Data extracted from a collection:
= = = = =
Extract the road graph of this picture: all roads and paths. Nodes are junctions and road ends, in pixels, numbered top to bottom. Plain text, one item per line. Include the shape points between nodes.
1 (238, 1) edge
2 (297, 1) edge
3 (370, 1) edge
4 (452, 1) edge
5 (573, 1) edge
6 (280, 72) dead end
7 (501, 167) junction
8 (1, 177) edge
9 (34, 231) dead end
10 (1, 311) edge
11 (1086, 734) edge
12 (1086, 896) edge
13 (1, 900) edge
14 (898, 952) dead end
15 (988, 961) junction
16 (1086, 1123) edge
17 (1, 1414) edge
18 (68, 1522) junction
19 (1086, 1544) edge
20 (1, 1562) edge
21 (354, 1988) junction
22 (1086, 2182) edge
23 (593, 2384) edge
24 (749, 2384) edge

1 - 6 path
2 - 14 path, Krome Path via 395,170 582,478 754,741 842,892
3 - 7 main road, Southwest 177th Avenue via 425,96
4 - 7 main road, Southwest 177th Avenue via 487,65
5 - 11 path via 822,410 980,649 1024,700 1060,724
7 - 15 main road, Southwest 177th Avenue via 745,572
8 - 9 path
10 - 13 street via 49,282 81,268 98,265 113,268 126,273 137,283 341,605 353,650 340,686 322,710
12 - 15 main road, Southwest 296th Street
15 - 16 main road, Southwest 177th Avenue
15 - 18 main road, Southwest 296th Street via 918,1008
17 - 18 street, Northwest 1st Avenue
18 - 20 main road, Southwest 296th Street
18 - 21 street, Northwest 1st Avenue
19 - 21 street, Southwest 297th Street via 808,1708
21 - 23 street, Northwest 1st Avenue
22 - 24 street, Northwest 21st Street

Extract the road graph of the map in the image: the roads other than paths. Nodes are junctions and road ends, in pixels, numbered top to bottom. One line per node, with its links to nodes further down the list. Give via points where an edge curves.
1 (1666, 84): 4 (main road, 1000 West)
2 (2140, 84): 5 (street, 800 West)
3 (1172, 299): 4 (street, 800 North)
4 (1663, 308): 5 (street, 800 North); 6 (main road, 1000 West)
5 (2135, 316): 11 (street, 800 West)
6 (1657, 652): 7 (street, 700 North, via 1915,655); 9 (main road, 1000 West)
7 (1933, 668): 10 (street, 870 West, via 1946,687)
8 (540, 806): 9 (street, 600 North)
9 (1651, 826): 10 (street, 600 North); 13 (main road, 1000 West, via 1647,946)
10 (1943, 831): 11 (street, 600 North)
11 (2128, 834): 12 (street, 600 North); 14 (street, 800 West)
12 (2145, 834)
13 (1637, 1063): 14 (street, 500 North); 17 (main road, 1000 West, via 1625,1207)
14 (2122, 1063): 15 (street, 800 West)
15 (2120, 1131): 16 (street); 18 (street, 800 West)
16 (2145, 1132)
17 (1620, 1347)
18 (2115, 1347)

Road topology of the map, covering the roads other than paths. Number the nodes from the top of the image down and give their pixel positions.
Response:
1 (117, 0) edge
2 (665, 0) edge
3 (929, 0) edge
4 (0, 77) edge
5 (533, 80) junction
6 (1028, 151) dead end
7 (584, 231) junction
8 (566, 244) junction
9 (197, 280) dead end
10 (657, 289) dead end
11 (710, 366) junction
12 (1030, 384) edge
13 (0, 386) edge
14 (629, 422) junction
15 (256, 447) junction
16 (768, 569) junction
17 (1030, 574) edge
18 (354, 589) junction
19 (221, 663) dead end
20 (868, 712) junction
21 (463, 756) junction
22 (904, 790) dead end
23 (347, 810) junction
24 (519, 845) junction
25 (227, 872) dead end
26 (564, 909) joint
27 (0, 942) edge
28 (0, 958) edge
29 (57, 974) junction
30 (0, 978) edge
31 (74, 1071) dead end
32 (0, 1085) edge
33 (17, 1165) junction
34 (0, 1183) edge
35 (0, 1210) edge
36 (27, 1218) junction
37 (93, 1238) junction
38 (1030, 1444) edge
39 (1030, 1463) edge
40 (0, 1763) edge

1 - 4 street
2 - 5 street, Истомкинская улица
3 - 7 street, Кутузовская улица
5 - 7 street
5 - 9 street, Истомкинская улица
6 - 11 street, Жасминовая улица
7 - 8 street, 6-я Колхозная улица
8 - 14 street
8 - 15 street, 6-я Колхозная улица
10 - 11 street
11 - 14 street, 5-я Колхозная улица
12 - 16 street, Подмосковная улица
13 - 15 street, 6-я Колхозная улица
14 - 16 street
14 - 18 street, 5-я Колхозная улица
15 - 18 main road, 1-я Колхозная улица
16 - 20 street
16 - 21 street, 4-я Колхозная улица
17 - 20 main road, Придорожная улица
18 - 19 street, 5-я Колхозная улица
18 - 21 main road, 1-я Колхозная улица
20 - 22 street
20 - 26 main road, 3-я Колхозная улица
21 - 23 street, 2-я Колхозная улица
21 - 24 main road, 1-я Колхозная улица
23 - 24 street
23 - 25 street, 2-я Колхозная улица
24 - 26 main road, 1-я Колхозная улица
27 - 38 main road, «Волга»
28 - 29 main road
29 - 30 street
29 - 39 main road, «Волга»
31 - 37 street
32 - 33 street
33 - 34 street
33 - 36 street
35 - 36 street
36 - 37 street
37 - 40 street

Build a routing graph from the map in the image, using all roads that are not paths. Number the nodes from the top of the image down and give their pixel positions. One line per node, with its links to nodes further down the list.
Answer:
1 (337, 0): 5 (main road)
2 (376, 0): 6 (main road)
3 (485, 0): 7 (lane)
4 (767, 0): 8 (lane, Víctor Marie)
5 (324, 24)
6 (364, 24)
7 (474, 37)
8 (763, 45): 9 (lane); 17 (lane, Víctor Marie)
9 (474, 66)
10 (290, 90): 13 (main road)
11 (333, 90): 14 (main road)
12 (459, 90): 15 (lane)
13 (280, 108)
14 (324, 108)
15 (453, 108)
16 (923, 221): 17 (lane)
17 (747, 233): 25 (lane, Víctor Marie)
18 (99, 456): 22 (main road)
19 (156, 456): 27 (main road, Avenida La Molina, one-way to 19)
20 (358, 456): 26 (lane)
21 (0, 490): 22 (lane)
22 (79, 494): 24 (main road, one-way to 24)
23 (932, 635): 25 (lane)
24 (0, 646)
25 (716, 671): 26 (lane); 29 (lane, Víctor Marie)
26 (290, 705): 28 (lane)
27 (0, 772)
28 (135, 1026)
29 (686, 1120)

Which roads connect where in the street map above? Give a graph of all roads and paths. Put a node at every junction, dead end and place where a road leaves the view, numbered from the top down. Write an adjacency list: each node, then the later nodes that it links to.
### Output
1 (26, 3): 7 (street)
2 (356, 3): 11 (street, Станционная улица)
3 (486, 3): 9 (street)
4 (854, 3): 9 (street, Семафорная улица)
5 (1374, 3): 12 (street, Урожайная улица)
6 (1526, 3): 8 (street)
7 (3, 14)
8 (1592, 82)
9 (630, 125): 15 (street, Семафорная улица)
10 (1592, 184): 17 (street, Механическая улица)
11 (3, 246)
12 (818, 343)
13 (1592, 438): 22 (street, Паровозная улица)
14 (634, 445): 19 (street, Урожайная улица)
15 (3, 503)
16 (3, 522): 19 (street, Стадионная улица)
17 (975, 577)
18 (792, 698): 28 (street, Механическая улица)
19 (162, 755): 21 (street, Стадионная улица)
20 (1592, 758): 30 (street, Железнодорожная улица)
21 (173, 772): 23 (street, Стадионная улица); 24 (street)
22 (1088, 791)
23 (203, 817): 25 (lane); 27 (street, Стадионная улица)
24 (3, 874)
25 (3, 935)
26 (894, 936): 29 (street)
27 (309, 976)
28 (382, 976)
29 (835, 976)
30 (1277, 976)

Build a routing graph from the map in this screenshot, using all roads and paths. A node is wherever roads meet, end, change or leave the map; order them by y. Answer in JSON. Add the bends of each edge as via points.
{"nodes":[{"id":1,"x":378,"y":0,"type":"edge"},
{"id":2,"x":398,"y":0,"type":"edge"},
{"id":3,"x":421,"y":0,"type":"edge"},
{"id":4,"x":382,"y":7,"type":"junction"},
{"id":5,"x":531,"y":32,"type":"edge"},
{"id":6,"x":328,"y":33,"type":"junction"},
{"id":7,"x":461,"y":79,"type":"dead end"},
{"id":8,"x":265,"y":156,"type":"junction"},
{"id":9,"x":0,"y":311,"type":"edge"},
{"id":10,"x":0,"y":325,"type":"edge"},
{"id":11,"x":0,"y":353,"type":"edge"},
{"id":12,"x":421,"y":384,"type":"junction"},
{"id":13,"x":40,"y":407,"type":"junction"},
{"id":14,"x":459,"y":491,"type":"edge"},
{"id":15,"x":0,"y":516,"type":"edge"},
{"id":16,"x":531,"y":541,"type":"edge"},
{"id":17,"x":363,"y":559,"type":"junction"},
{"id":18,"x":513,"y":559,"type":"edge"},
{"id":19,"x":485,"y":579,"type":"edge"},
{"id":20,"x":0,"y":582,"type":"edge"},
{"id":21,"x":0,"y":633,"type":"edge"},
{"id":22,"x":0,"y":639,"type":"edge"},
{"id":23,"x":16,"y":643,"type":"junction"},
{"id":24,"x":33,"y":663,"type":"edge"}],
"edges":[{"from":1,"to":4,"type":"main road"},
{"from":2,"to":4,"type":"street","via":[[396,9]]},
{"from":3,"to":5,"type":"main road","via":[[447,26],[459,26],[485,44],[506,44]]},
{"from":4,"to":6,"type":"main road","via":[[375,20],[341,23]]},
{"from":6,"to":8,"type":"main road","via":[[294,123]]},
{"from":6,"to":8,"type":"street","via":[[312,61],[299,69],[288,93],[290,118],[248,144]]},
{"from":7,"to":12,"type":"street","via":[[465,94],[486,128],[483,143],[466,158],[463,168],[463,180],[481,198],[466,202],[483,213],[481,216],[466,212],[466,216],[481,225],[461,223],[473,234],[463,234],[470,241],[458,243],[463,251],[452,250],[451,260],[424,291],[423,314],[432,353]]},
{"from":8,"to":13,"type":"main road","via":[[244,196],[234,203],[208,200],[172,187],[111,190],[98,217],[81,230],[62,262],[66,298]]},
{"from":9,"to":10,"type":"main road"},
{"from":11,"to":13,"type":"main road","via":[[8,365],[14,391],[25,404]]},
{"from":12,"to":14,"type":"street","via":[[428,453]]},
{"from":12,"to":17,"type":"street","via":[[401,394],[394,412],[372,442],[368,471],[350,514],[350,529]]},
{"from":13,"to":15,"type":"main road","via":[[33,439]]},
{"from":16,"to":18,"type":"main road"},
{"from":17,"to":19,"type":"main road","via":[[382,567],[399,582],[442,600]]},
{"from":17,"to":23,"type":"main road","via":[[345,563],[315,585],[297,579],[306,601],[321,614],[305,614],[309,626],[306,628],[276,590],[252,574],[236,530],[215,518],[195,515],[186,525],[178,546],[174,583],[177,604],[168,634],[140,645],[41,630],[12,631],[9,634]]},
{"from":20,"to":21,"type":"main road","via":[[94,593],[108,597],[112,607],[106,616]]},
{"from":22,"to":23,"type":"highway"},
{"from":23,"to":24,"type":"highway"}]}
= = = = =
__Assigned task__.
After locating the line holding "Extract the road graph of the" above, output exactly that line and every line after it through the line holding "Road topology of". Include nothing else.

__Reply__.
Extract the road graph of the map in the image: the roads other than paths. Nodes are junctions and road ends, in pixels, numbered top to bottom. One line per node, with its links to nodes further down the list. Give via points where an edge curves.
1 (1666, 84): 4 (main road, 1000 West)
2 (2140, 84): 5 (street, 800 West)
3 (1172, 299): 4 (street, 800 North)
4 (1663, 308): 5 (street, 800 North); 6 (main road, 1000 West)
5 (2135, 316): 11 (street, 800 West)
6 (1657, 652): 7 (street, 700 North, via 1915,655); 9 (main road, 1000 West)
7 (1933, 668): 10 (street, 870 West, via 1946,687)
8 (540, 806): 9 (street, 600 North)
9 (1651, 826): 10 (street, 600 North); 13 (main road, 1000 West, via 1647,946)
10 (1943, 831): 11 (street, 600 North)
11 (2128, 834): 12 (street, 600 North); 14 (street, 800 West)
12 (2145, 834)
13 (1637, 1063): 14 (street, 500 North); 17 (main road, 1000 West, via 1625,1207)
14 (2122, 1063): 15 (street, 800 West)
15 (2120, 1131): 16 (street); 18 (street, 800 West)
16 (2145, 1132)
17 (1620, 1347)
18 (2115, 1347)

Road topology of the map, covering the roads other than paths. Number the nodes from the top of the image down and give their pixel positions.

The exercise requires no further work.